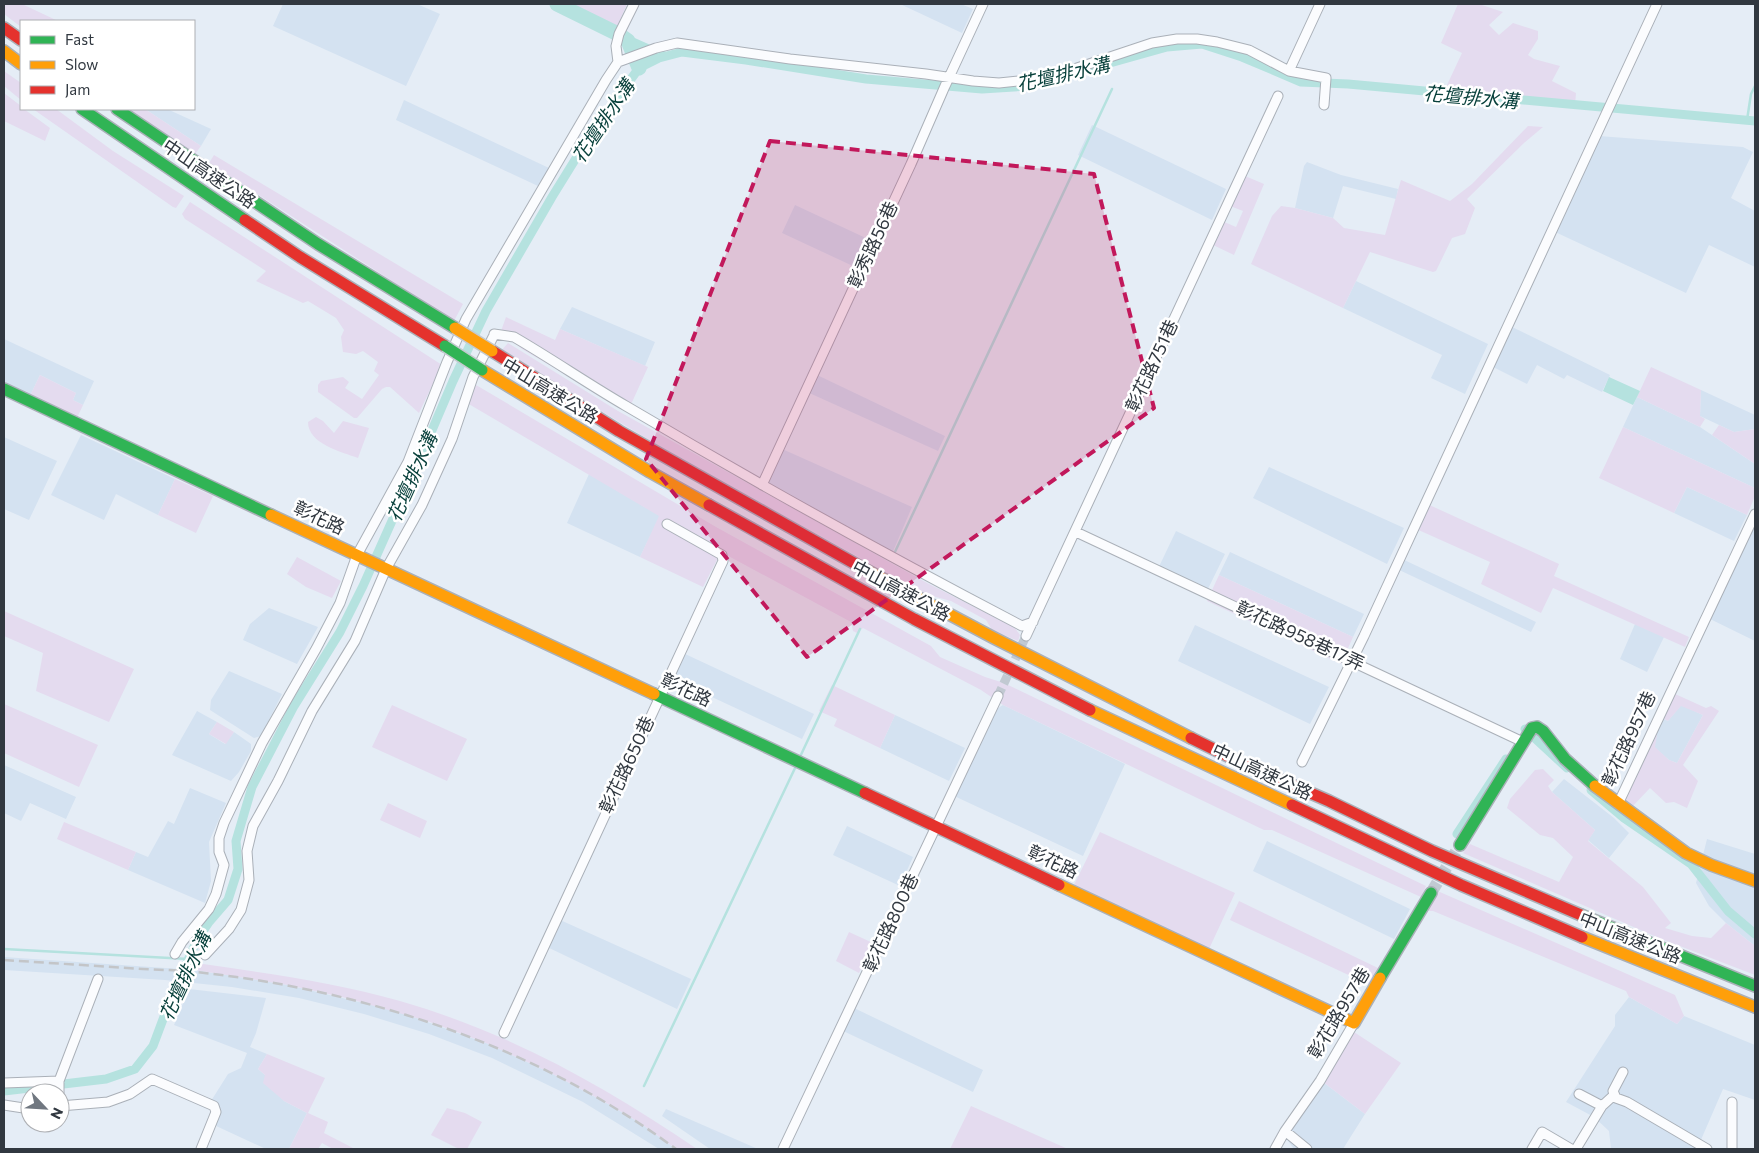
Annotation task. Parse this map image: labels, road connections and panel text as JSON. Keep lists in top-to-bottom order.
{
  "streets": {
    "main road": ["中山高速公路", "彰花路", "彰花路957巷"],
    "street": [
      "彰秀路56巷",
      "彰花路751巷",
      "彰花路958巷17弄",
      "彰花路650巷",
      "彰花路800巷"
    ]
  },
  "crossings": [
    ["彰花路751巷", "彰花路958巷17弄"],
    ["彰花路", "彰花路957巷"],
    ["彰花路", "彰花路650巷"],
    ["彰花路", "彰花路800巷"],
    ["彰花路958巷17弄", "彰花路957巷"]
  ],
  "water": ["花壇排水溝"],
  "legend": ["Fast", "Slow", "Jam"],
  "north": "bottom right"
}
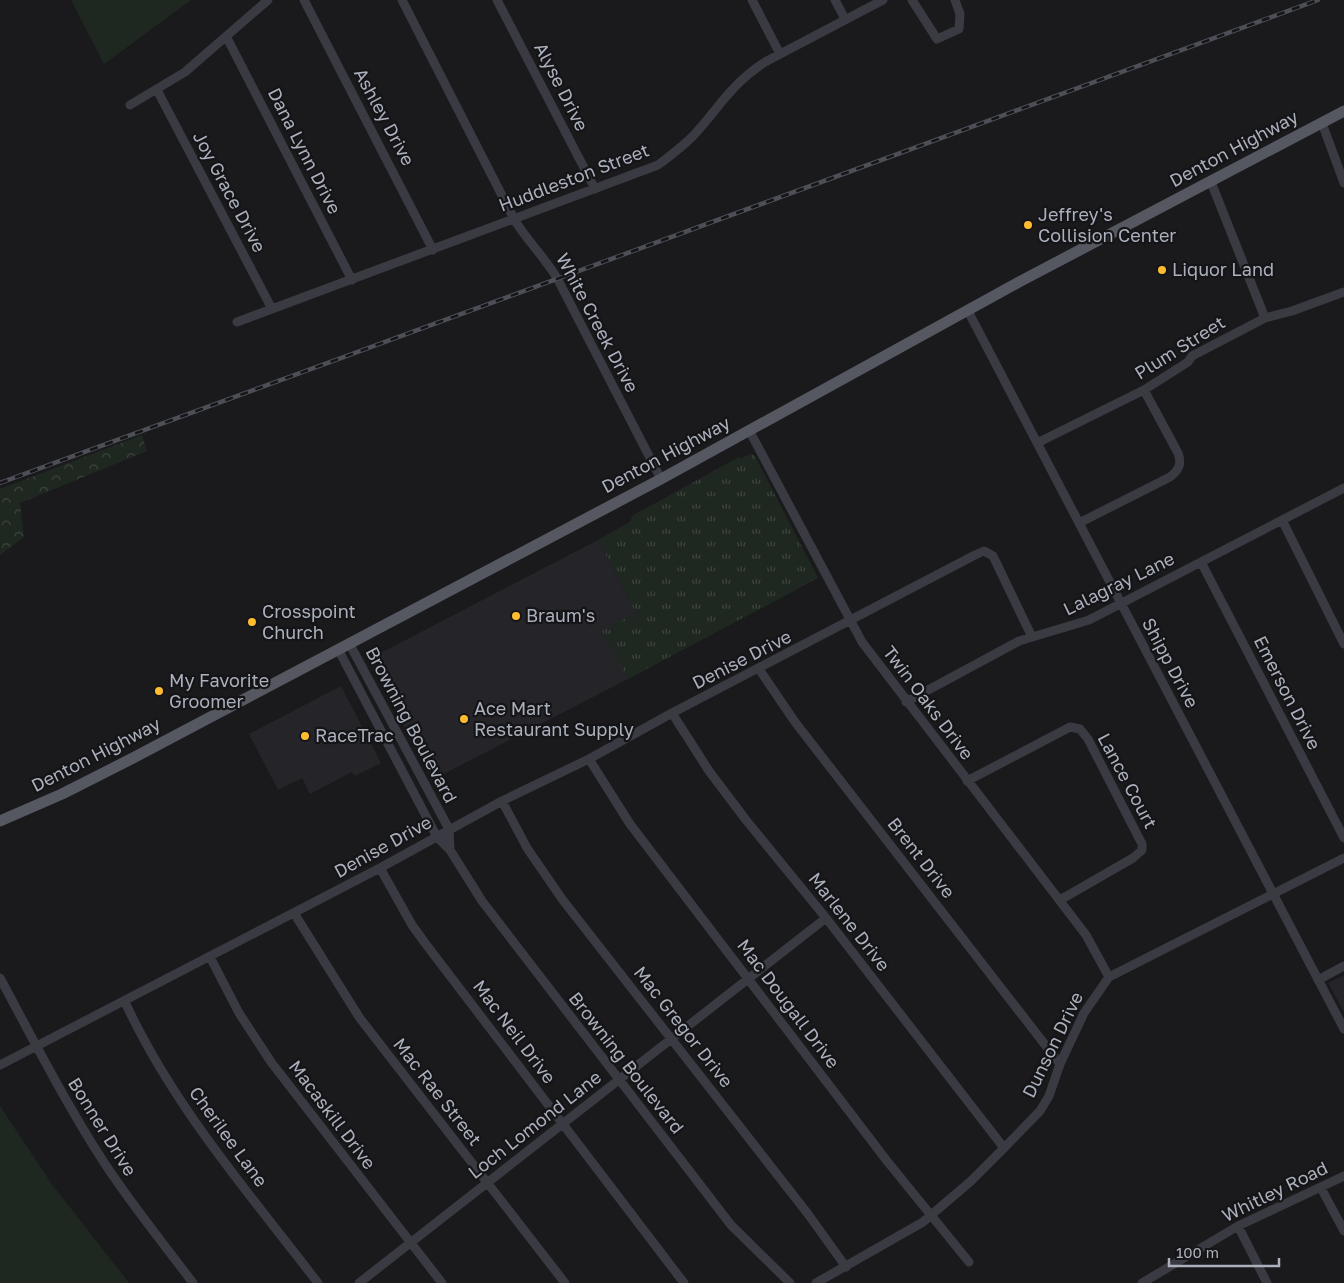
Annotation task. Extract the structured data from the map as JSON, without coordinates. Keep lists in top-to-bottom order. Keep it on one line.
{"streets":{"main road":["Denton Highway"],"street":["Alyse Drive","Ashley Drive","Dana Lynn Drive","Huddleston Street","Joy Grace Drive","White Creek Drive","Plum Street","Lalagray Lane","Denise Drive","Shipp Drive","Emerson Drive","Twin Oaks Drive","Browning Boulevard","Lance Court","Brent Drive","Marlene Drive","Mac Dougall Drive","Mac Gregor Drive","Mac Neil Drive","Dunson Drive","Mac Rae Street","Macaskill Drive","Loch Lomond Lane","Bonner Drive","Cherilee Lane","Whitley Road"]},"crossings":[["Alyse Drive","Huddleston Street"],["Ashley Drive","Huddleston Street"],["Denton Highway","White Creek Drive"],["Denton Highway","Shipp Drive"],["Denton Highway","Twin Oaks Drive"],["Denton Highway","Browning Boulevard"],["Dana Lynn Drive","Huddleston Street"],["Huddleston Street","Joy Grace Drive"],["Huddleston Street","White Creek Drive"],["Plum Street","Shipp Drive"],["Lalagray Lane","Denise Drive"],["Lalagray Lane","Shipp Drive"],["Lalagray Lane","Emerson Drive"],["Lalagray Lane","Twin Oaks Drive"],["Denise Drive","Twin Oaks Drive"],["Denise Drive","Browning Boulevard"],["Denise Drive","Brent Drive"],["Denise Drive","Marlene Drive"],["Denise Drive","Mac Dougall Drive"],["Denise Drive","Mac Gregor Drive"],["Denise Drive","Mac Neil Drive"],["Denise Drive","Mac Rae Street"],["Denise Drive","Macaskill Drive"],["Denise Drive","Bonner Drive"],["Denise Drive","Cherilee Lane"],["Shipp Drive","Dunson Drive"],["Twin Oaks Drive","Lance Court"],["Twin Oaks Drive","Dunson Drive"],["Browning Boulevard","Loch Lomond Lane"],["Brent Drive","Dunson Drive"],["Marlene Drive","Dunson Drive"],["Marlene Drive","Loch Lomond Lane"],["Mac Dougall Drive","Dunson Drive"],["Mac Dougall Drive","Loch Lomond Lane"],["Mac Gregor Drive","Dunson Drive"],["Mac Gregor Drive","Loch Lomond Lane"],["Mac Neil Drive","Loch Lomond Lane"],["Mac Rae Street","Loch Lomond Lane"],["Macaskill Drive","Loch Lomond Lane"]],"places":["Jeffrey's Collision Center","Liquor Land","Braum's","Crosspoint Church","My Favorite Groomer","Ace Mart Restaurant Supply","RaceTrac"],"scale_bar":"100 m"}
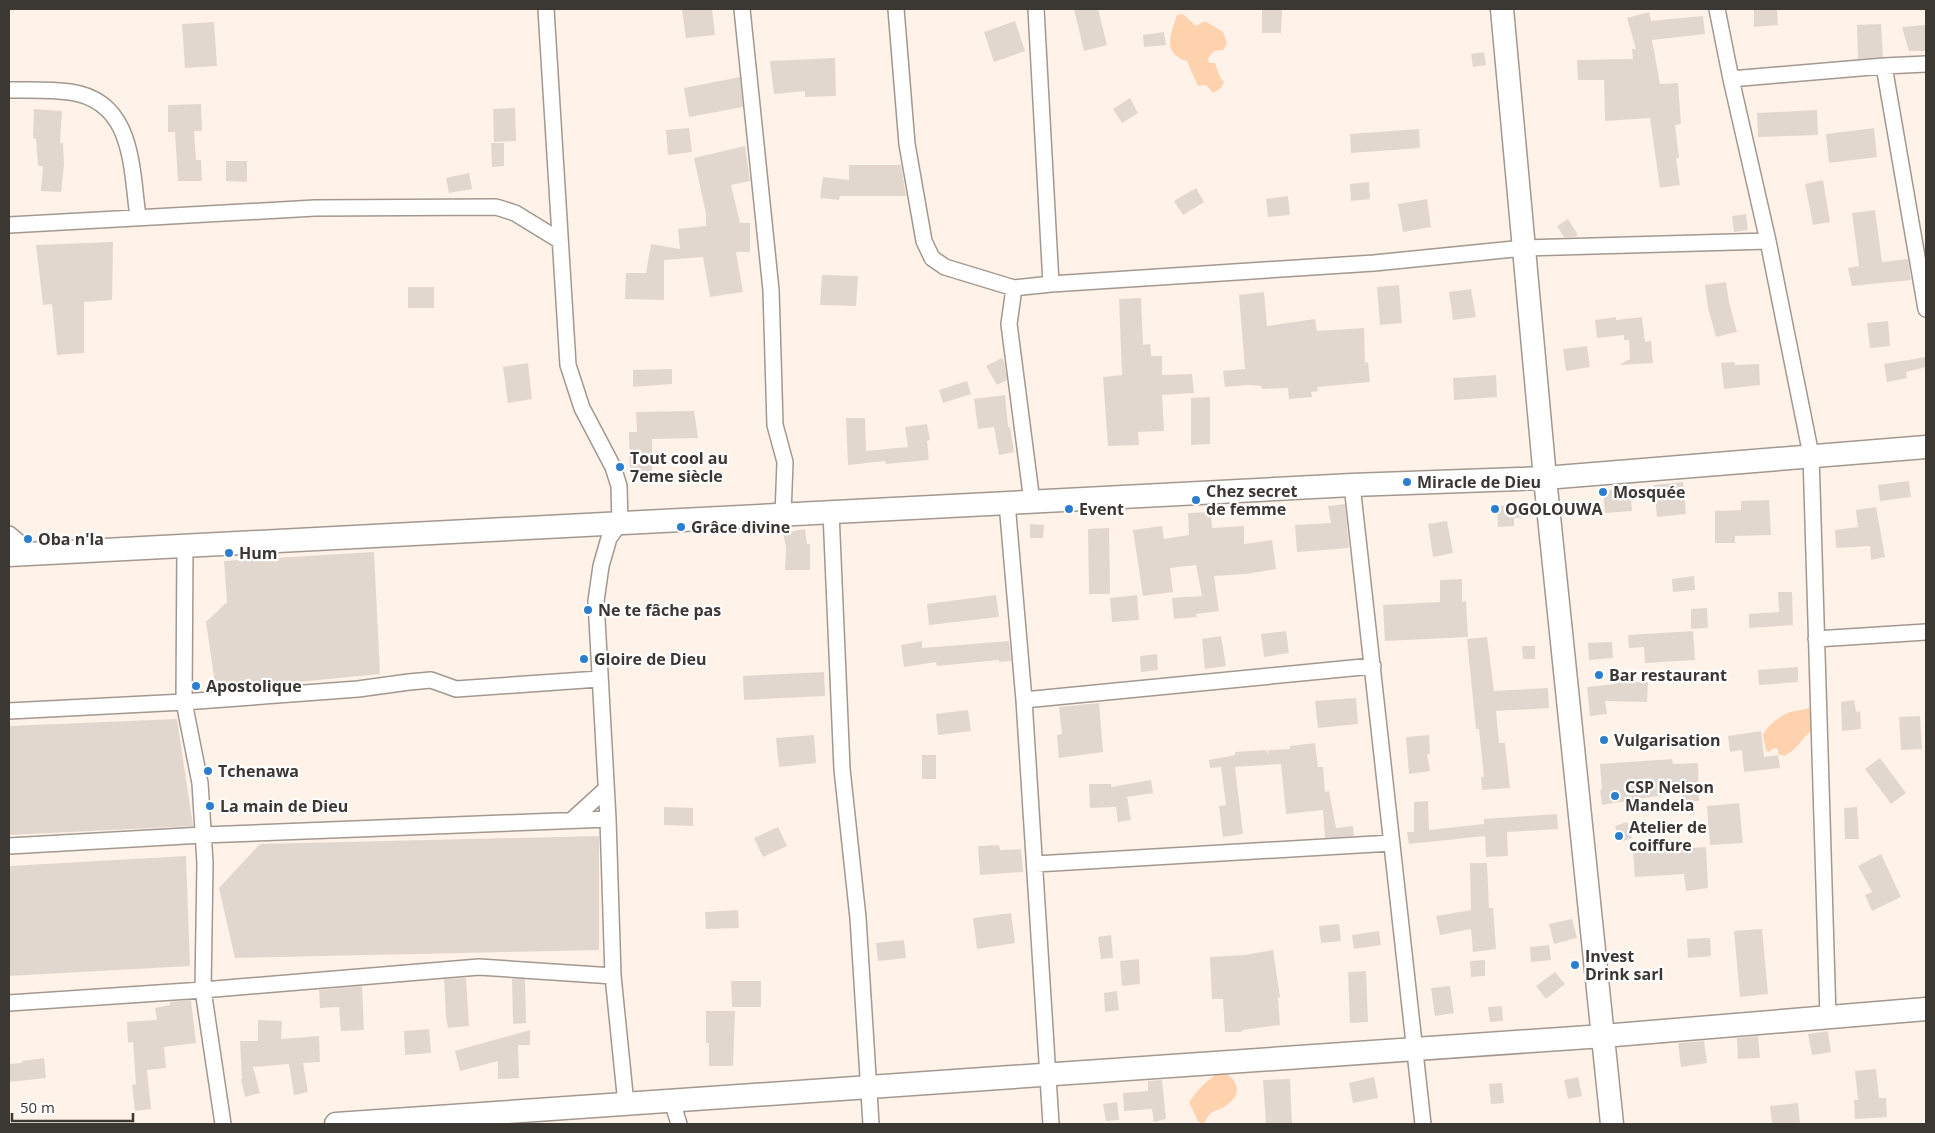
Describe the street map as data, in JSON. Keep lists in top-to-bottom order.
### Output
{
  "places": [
    "Tout cool au 7eme siècle",
    "Miracle de Dieu",
    "Mosquée",
    "Chez secret de femme",
    "Event",
    "OGOLOUWA",
    "Grâce divine",
    "Oba n'la",
    "Hum",
    "Ne te fâche pas",
    "Gloire de Dieu",
    "Bar restaurant",
    "Apostolique",
    "Vulgarisation",
    "Tchenawa",
    "CSP Nelson Mandela",
    "La main de Dieu",
    "Atelier de coiffure",
    "Invest Drink sarl"
  ],
  "scale_bar": "50 m"
}
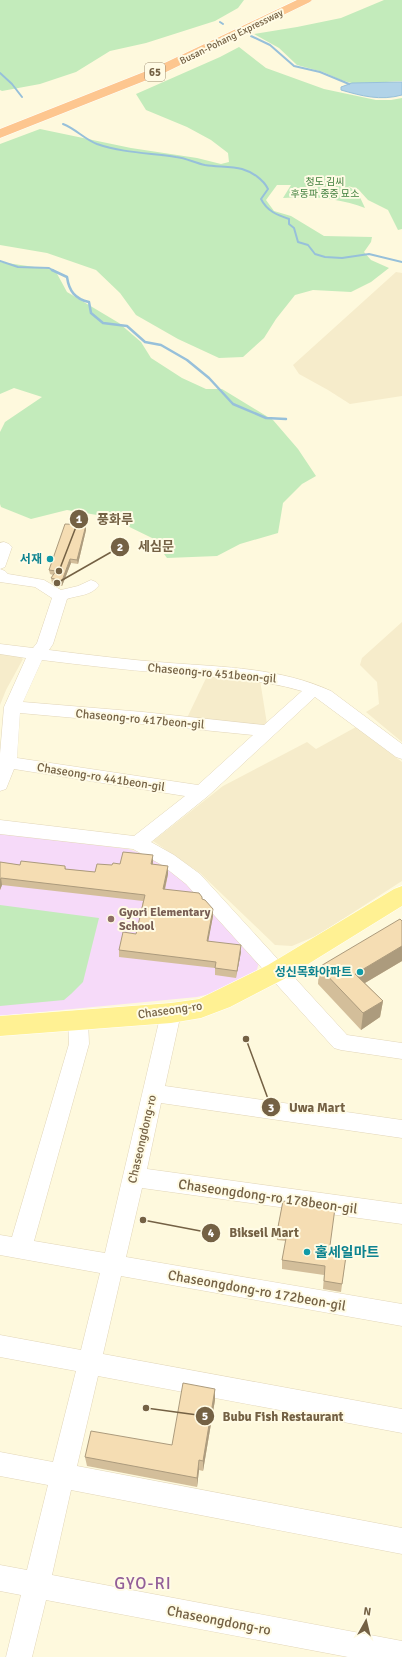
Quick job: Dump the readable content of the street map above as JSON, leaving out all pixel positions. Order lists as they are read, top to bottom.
{
  "streets": {
    "highway": ["Busan-Pohang Expressway", "65"],
    "main road": ["Chaseong-ro"],
    "street": [
      "Chaseong-ro 451beon-gil",
      "Chaseong-ro 417beon-gil",
      "Chaseong-ro 441beon-gil",
      "Chaseongdong-ro",
      "Chaseongdong-ro 178beon-gil",
      "Chaseongdong-ro 172beon-gil"
    ]
  },
  "crossings": [
    ["Chaseong-ro", "Chaseongdong-ro"],
    ["Chaseongdong-ro", "Chaseongdong-ro 178beon-gil"],
    ["Chaseongdong-ro", "Chaseongdong-ro 172beon-gil"]
  ],
  "districts": ["GYO-RI"],
  "parks": ["청도 김씨 후동파 종중 묘소"],
  "places": [
    "서재",
    "풍화루",
    "세심문",
    "Gyori Elementary School",
    "성신목화아파트",
    "Uwa Mart",
    "Bikseil Mart",
    "홀세일마트",
    "Bubu Fish Restaurant"
  ],
  "north": "top"
}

PROBLEM REQUIREMENTS →
Going through the entries, return every line holding the word "lists".

RESPONSE FOR THIS EXERCISE →
Annotation task. Parse this map image: labels, road connections and panel text as JSON. Keep lists in top-to-bottom order.
Annotation task. Extract the structured data from the map as JSON, without coordinates. Keep lists in top-to-bottom order. Keep it on one line.
Describe the street map as data, in JSON. Keep lists in top-to-bottom order.
Quick job: Dump the readable content of the street map above as JSON, leaving out all pixel positions. Order lists as they are read, top to bottom.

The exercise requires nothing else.